自宅で糸ピンスを楽しむ方法と家庭用マシン選び
店舗で食べる糸ピンスに感動して「自宅でも再現したい」と考える方が増えています。家庭用の糸ピンスマシンは5,000円から15,000円程度で購入可能ですが、選び方にはいくつかのポイントがあるため注意が必要です。
| 選定ポイント | 内容 |
|---|---|
| 刃の細かさ | 糸状に削れる専用刃が必須。通常のかき氷機では粒状になってしまう |
| 氷の固定方式 | ブロックアイスを安定して固定できる構造が望ましい |
| 掃除のしやすさ | 刃の取り外しが可能なタイプが衛生面で安心 |
| 対応する氷の種類 | 水から直接製氷できるタイプと、既製ブロックアイス対応タイプがある |
通常のかき氷機では糸状の質感を再現できないため、必ず「糸ピンス対応」「シルタレ対応」と明記された専用品を選んでください。業務用には水から直接製氷して糸状に削り出すマシン(価格帯10万円前後)も存在しますが、家庭用としては冷凍ブロックアイスをセットするタイプが手軽でしょう。
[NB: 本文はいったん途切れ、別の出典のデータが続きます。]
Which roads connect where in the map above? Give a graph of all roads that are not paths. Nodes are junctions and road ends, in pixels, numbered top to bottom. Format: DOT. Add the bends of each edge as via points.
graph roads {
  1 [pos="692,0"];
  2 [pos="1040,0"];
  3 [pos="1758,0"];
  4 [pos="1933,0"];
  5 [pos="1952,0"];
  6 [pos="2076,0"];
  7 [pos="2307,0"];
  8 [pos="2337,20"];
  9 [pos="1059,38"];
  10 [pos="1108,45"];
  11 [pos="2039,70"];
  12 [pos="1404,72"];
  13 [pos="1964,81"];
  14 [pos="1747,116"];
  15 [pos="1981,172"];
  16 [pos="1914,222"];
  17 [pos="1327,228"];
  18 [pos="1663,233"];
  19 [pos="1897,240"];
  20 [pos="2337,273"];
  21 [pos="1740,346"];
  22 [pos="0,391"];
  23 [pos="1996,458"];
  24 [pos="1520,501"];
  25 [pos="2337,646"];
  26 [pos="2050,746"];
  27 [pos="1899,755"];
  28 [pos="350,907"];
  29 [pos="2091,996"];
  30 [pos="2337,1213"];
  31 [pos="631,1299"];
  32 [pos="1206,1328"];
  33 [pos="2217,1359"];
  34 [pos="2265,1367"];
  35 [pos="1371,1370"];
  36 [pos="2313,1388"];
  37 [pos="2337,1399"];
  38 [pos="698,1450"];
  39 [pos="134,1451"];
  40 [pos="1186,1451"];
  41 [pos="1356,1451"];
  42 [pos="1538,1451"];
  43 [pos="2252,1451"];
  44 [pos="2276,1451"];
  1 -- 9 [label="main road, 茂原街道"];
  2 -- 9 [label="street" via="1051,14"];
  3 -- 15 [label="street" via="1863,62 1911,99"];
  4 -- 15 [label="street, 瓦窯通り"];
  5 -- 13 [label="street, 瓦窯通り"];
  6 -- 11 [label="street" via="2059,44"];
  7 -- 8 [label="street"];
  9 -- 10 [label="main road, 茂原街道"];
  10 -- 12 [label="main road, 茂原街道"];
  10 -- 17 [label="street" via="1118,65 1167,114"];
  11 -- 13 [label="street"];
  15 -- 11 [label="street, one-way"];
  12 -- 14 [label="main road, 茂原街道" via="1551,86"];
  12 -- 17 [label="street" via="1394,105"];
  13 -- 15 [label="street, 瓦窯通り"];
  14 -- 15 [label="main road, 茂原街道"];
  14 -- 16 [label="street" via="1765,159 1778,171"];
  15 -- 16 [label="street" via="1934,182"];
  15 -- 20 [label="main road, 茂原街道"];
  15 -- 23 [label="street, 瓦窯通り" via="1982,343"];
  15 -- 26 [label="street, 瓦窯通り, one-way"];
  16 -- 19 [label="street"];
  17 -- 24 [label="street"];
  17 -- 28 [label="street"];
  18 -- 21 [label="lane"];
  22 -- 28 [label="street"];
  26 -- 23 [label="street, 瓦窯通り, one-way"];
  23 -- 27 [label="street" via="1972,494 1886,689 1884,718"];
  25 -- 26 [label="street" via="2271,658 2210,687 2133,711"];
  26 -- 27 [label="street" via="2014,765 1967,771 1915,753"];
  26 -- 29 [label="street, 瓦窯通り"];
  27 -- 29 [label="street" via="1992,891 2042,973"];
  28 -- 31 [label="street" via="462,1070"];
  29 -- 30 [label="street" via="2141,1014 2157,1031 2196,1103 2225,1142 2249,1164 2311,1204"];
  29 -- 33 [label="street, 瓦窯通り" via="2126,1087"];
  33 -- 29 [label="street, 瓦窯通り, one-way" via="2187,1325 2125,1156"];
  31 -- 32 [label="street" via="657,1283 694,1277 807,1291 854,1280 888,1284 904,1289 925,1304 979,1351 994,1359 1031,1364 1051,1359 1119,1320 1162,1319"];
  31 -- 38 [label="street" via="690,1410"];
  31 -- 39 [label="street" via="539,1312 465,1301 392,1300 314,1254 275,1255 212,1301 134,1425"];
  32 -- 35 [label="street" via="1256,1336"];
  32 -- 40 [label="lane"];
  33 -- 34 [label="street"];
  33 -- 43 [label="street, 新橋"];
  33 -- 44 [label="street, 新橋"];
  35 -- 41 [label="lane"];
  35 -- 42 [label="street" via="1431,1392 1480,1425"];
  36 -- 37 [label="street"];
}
自宅で味のバリエーションを広げるコツとして、牛乳やフルーツジュースをブロック状に凍らせて削る方法が挙げられるでしょう。現地カフェでも牛乳ベースの氷が主流で、水の氷より濃厚な味わいに仕上がります。削る2〜3分前に冷凍庫から出して表面をわずかに溶かしておくと、なめらかな糸状に削れやすくなるとのこと。仕上げにフルーツやあんこ、練乳をトッピングすれば、店舗クオリティに近い一杯が完成するかもしれません。
よくある質問
Q. 糸ピンスと普通のかき氷の一番の違いは何ですか?
氷が糸状に細く削られている点が最大の違いです。食感はサラサラ・エアリーで、スプーンではなくフォークとナイフで食べるスタイルも従来のかき氷とは大きく異なるでしょう。韓国語では「シルタレビンス(실타래빙수)」と呼ばれています。
Q. 東京で食べられるおすすめの店舗はどこですか?
NOA COFFEE原宿店(1,000〜1,999円)、シモキタピンス(1,200〜1,800円)、ワーキングホリデー・コネクション表参道店(1,400〜1,800円)などが挙げられるでしょう。週末は混雑するため、平日午前中の訪問がおすすめでしょう。
Q. 一番人気のフレーバーは何ですか?
韓国ではさつまいも(コグマ)味が圧倒的な支持を得ています。日本国内では抹茶やいちごの人気が高く、和風アレンジを好む傾向が見られるようです。
Q. カロリーはどのくらいですか?
氷が主原料のため、アイスクリーム(100gあたり約180〜200kcal)と比べて大幅に低カロリーとなっています。糸ピンス1食あたり推定150〜250kcal程度で、フルーツ系トッピングを選べばさらにヘルシーに楽しめるでしょう。
Q. 家庭用マシンで自宅でも作れますか?
5,000円から15,000円程度の家庭用糸ピンスマシンが市販されており、手軽に購入可能でしょう。ただし通常のかき氷機では糸状にならないため、「糸ピンス対応」と明記された専用品を選ぶ必要があります。
Q. 子どもでも食べられますか?
糸状の氷は非常に柔らかく口の中ですぐに溶けるため、小さなお子さんでも食べやすいと評判です。頭がキーンとなりにくい点も、お子さん連れの家族から支持される理由の一つかもしれません。
Q. テイクアウトはできますか?
糸状の氷は非常に繊細で溶けやすいため、基本的にはイートイン限定の店舗がほとんどです。持ち帰り対応の店舗であっても、購入後10分以内に食べることが推奨されます。
Q. 韓国語では何と言いますか?
「シルタレビンス(실타래빙수)」で通じます。「シルタレ」は絹糸、「ビンス」はかき氷を意味しており、韓国旅行中に注文する際はこの呼び方を使えば問題ありません。
この夏、新しいかき氷体験を楽しもう
糸ピンスは見た目・食べ方・味の三拍子がそろった新感覚スイーツとして、2026年夏のトレンドを牽引する存在になりつつあります。東京都内では原宿・下北沢・表参道を中心に提供店舗が増えており、1,000円台から気軽に試せる価格帯も魅力の一つでしょう。韓国発のスイーツ文化に触れてみたい方は、まず最寄りの店舗に足を運んでみてください。自宅で再現したい場合は、専用マシンの購入と牛乳ベースの氷作りから始めてみるのがおすすめです。